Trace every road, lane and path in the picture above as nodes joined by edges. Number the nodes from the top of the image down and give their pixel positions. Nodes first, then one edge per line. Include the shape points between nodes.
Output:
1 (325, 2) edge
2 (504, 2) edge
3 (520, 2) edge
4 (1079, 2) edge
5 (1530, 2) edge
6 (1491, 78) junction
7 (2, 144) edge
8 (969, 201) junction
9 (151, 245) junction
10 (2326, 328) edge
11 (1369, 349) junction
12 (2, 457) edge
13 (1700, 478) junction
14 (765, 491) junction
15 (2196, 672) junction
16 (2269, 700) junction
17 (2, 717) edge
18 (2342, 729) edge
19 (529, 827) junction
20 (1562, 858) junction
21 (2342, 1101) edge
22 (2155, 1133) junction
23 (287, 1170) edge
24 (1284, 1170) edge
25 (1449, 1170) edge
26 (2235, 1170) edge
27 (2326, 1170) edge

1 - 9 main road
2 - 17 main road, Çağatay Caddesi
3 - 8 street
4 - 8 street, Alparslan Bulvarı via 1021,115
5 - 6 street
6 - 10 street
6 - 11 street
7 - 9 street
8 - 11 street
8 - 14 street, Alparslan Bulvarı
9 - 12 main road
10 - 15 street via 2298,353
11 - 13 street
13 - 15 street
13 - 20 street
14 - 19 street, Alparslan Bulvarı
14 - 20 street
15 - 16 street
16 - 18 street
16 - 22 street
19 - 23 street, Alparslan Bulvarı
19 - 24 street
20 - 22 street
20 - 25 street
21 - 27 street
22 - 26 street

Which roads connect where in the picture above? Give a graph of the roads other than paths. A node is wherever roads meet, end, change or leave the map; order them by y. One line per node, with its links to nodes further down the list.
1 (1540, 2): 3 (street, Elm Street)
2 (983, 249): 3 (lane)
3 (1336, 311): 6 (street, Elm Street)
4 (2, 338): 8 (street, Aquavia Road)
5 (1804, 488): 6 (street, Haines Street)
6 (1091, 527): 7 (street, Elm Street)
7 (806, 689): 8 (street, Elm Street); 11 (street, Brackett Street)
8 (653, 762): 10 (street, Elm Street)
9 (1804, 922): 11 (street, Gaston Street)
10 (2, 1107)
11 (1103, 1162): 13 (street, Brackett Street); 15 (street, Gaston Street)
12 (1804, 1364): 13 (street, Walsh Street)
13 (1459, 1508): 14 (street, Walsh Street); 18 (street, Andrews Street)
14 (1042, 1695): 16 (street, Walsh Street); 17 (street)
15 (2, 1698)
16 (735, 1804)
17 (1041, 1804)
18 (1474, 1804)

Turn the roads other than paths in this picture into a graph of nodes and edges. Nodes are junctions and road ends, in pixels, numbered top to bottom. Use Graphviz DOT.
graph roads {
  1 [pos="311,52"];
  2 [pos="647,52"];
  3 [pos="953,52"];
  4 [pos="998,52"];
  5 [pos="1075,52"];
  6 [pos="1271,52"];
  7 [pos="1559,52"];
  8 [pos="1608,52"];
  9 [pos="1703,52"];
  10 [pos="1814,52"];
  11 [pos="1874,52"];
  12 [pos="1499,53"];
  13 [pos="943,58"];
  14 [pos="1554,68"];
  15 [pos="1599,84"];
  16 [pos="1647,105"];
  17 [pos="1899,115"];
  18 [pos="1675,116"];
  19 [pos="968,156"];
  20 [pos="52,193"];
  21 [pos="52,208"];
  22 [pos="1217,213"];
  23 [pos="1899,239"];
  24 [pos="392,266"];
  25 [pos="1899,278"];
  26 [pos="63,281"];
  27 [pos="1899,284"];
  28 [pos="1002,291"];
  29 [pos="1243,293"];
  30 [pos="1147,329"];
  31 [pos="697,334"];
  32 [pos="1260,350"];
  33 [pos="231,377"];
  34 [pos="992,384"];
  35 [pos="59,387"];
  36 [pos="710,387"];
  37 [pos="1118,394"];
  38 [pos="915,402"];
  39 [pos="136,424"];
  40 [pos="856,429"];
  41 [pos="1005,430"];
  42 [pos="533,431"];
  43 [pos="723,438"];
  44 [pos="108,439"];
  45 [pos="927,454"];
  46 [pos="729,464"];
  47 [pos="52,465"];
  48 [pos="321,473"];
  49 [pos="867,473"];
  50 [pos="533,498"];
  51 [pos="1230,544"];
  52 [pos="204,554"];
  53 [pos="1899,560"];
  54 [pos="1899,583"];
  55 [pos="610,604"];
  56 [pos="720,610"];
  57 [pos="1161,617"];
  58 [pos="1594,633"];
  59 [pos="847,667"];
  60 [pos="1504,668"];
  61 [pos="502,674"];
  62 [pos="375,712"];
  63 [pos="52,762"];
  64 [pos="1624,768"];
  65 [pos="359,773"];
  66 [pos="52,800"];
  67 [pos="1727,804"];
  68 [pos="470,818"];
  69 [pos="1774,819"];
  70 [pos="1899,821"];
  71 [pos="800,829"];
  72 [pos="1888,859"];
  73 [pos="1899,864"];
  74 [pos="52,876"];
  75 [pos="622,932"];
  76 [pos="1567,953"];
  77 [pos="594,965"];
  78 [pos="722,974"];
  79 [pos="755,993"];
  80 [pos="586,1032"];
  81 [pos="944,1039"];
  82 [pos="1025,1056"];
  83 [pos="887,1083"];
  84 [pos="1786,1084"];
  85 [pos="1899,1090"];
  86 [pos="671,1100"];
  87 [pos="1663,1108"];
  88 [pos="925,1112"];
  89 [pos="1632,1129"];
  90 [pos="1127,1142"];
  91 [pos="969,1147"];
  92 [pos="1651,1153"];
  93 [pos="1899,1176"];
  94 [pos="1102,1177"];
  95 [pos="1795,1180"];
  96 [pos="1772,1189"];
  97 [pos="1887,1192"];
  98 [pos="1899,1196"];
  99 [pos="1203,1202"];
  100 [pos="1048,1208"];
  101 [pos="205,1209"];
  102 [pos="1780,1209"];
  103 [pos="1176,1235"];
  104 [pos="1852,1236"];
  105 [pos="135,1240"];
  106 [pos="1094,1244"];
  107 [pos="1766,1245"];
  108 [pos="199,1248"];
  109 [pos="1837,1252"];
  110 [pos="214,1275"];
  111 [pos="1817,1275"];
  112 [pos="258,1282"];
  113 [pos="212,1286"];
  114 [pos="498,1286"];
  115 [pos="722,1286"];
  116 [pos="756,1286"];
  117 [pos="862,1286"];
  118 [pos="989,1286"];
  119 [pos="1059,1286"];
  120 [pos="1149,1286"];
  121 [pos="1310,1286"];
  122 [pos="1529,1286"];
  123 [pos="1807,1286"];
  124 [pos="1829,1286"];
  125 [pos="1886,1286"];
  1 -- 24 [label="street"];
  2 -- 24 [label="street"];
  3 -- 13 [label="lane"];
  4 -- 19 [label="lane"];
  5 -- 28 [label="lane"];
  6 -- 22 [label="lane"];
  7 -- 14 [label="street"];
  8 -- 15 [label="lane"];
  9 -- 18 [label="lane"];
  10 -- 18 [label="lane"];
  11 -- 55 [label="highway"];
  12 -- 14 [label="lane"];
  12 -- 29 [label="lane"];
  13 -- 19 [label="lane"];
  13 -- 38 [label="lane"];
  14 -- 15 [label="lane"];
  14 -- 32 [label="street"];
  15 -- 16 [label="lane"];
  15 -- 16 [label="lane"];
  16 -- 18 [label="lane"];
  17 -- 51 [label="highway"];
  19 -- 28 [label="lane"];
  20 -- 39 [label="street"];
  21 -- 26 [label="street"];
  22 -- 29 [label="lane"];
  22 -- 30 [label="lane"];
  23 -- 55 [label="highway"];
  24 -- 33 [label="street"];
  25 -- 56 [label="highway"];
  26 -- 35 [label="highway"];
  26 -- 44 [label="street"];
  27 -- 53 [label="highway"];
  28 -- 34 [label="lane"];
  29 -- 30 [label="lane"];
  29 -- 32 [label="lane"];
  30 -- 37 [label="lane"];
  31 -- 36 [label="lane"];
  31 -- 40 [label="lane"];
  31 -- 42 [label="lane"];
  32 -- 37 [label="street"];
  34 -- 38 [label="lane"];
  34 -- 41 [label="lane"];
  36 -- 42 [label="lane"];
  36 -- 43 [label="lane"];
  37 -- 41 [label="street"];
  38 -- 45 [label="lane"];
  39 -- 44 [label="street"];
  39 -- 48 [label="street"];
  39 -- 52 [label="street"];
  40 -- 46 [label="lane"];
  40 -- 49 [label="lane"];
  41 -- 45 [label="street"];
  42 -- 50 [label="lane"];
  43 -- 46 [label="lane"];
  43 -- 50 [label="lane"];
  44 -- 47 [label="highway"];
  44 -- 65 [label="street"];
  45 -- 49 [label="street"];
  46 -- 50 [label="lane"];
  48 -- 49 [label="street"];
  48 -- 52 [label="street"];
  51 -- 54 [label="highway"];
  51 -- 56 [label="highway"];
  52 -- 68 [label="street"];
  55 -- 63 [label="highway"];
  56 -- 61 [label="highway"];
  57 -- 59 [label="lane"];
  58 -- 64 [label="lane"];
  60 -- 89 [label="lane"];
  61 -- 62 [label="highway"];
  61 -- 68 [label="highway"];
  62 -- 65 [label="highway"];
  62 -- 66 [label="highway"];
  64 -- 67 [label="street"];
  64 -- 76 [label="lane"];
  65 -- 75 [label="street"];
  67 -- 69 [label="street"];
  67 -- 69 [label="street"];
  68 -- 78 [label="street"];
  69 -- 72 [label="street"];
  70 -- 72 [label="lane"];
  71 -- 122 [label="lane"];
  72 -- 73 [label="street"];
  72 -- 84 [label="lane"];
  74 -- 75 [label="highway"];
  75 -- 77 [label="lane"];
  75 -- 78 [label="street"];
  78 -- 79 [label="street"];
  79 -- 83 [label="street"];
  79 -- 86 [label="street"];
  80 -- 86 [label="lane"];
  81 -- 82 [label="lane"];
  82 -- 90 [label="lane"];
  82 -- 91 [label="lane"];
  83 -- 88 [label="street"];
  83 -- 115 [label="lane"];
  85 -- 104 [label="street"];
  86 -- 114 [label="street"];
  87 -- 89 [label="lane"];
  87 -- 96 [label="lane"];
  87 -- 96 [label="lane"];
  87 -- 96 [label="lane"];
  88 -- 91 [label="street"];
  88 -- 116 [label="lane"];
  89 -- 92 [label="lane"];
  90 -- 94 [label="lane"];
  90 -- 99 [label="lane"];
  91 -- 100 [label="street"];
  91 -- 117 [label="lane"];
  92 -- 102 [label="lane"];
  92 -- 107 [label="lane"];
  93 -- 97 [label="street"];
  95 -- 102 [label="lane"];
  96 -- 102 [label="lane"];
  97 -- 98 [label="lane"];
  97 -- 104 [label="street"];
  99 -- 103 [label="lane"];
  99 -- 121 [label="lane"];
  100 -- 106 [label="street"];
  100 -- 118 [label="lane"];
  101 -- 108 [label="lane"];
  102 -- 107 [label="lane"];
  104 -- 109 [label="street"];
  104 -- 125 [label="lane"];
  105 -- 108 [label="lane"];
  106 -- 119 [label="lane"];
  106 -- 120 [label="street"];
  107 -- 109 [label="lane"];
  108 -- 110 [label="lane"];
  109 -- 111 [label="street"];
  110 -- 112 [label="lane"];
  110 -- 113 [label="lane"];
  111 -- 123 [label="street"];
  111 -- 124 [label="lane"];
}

------------------------------

▶ _ASSIGNMENT_
Count every line in the entries above where the word "nodes" appears; respond with the number alone.

▶ _OUTPUT FOR THIS EXERCISE_
3